Vorbeck v. Schnicker, 80-1982

Decision Date25 January 1986
Docket NumberNo. 80-1982,80-1982
Citation660 F.2d 1260
PartiesOfficers William J. VORBECK, Roy L. Perkins, George Ratterman, Walter Otten, Gary Perkins, Joseph Brasser, and The St. Louis Police Association, a not for profit organization, Appellants, v. John A. SCHNICKER, Jr., Suzanne Hart, Frederick N. Weathers, and James F. Conway, as the Board of St. Louis Police Commissioners of the City of St. Louis, Appellees.
CourtU.S. Court of Appeals — Eighth Circuit

London, Greenberg & Fleming, Lawrence J. Fleming (argued), St. Louis, Mo., for appellants.

Klutho, Cody & Kilo Attys., Inc., Edward C. Cody (argued) and Charles W. Kunderer, St. Louis, Mo., for appellee.

Before ROSS, Circuit Judge, GIBSON, Senior Circuit Judge, and ARNOLD, Circuit Judge.

FLOYD R. GIBSON, Senior Circuit Judge.

The St. Louis Police Officers Association and several individual members of the St. Louis Police Department (appellants) brought this action for injunctive and declaratory relief under 42 U.S.C. § 1983 and 28 U.S.C. § 2201 et seq., alleging that certain provisions of the personnel regulations of the St. Louis Police Department are unconstitutional.

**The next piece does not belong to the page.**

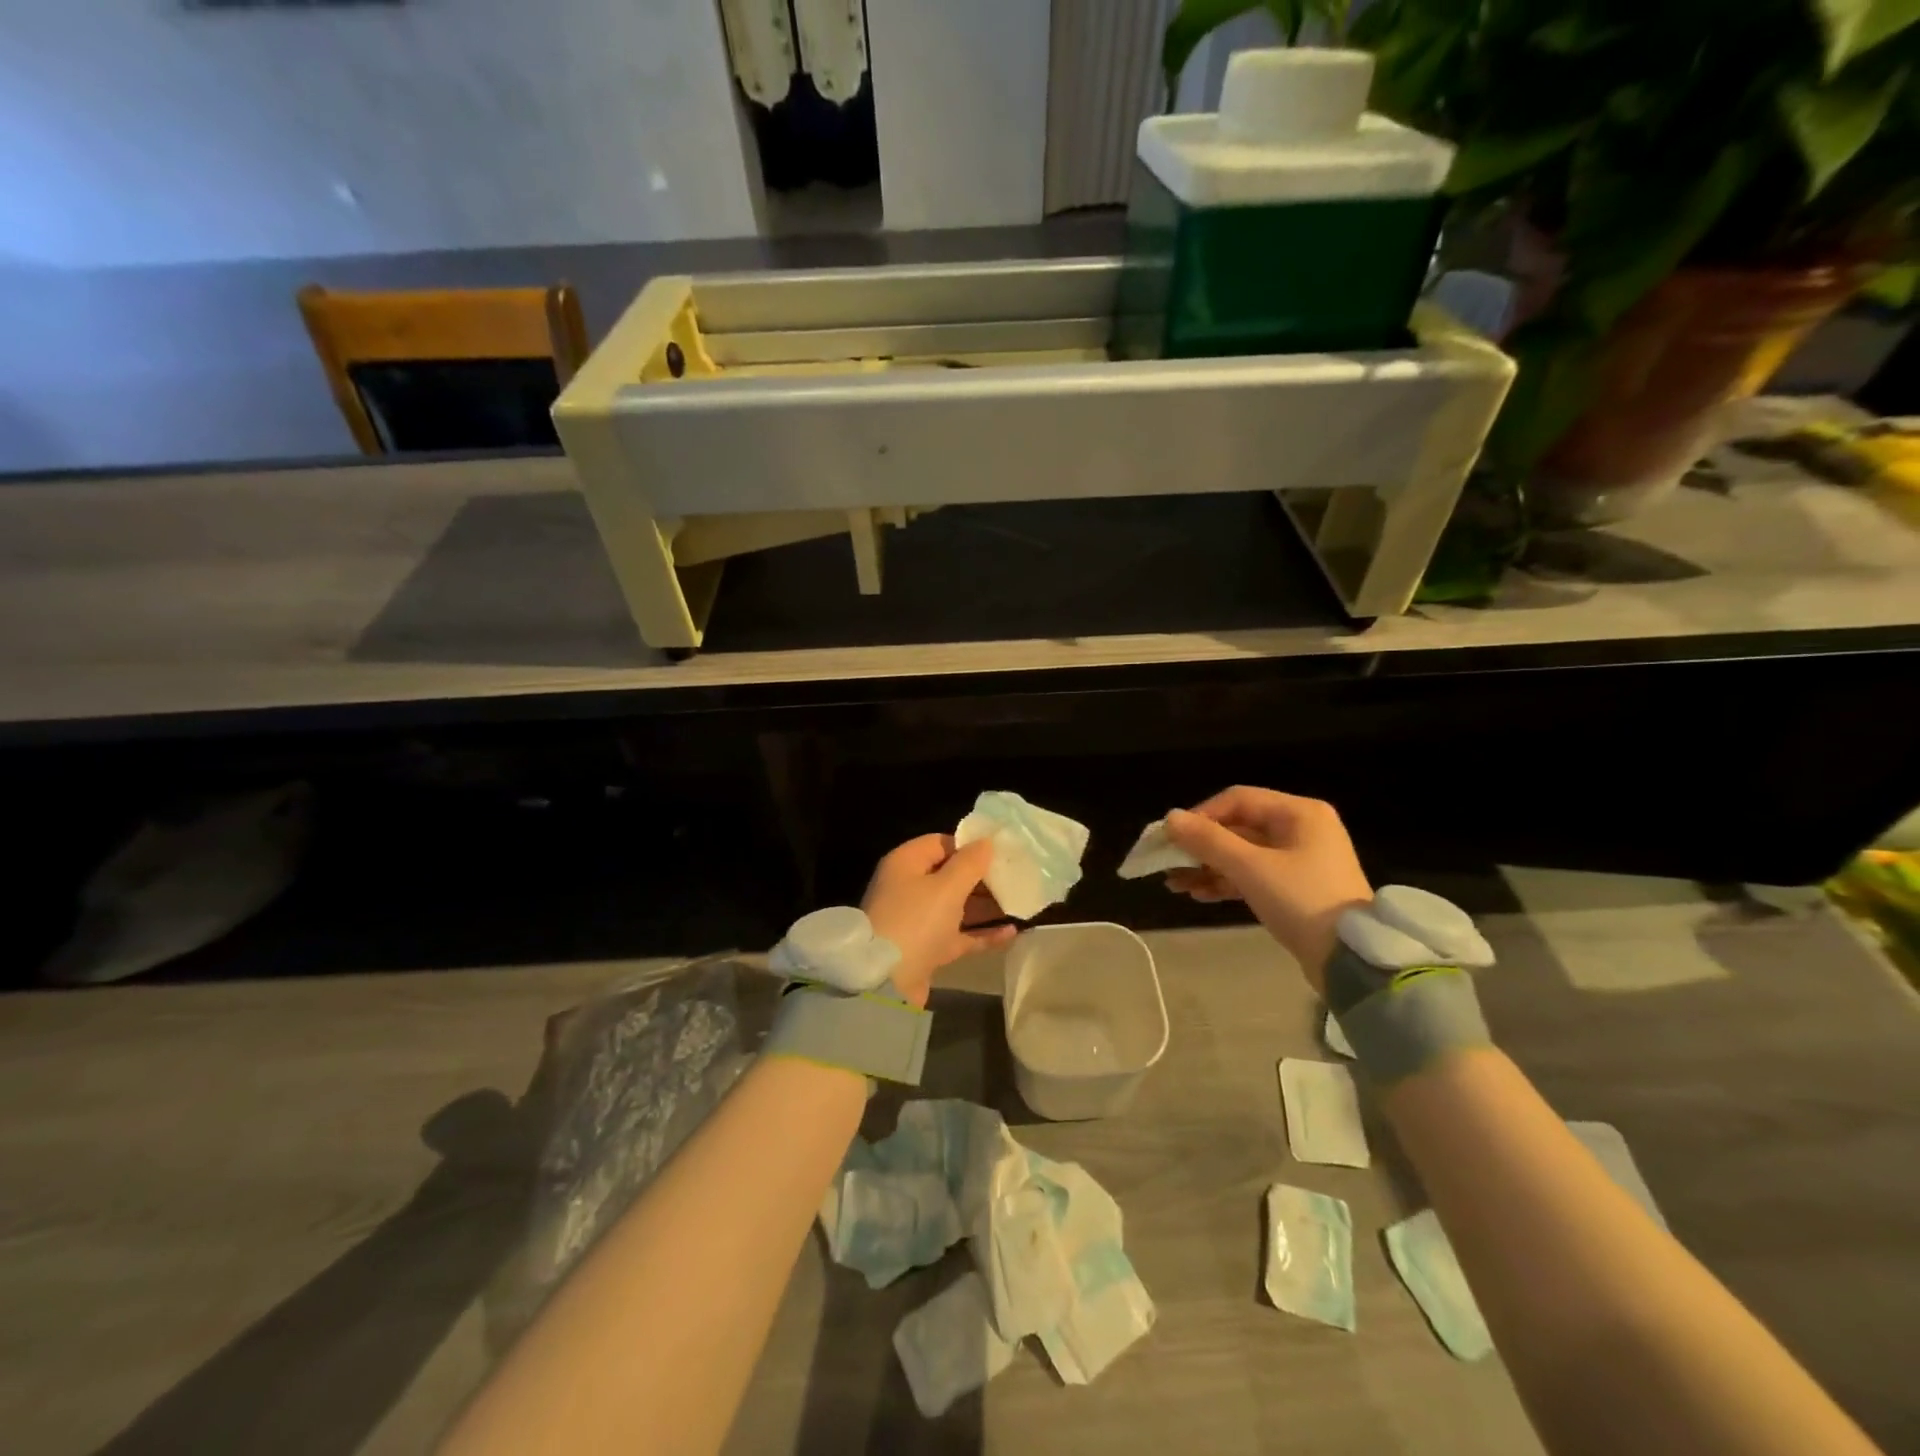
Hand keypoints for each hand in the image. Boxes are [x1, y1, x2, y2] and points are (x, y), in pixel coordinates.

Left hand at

None of the individual plaintiffs has been disciplined under the regulations in question. They sue on the basis that the regulations are vague and overbroad and that they unnecessarily chill the officers' exercise of their constitutional rights. Certain of the rules are viewed as arbitrary and capricious, having no rational relation to any legitimate public interest. This is not a class action suit.

A hearing was held on August 11-12, 1980. On October 15, 1980, the court entered judgment upholding the constitutionality of all the regulations which remained challenged except one, which was amended prior to the final order and is not in issue here.

The rules in dispute were promulgated by the Board of Police Commissioners of the City of St. Louis, Missouri (appellees), and are contained in the St. Louis Police Manual. All of the contested rules are found in section 7.010, entitled "Standards of Conduct." The challenged subsections, briefly summarized, provide the following:

Subsection (c) proscribes conduct "unbecoming to a member of the Department."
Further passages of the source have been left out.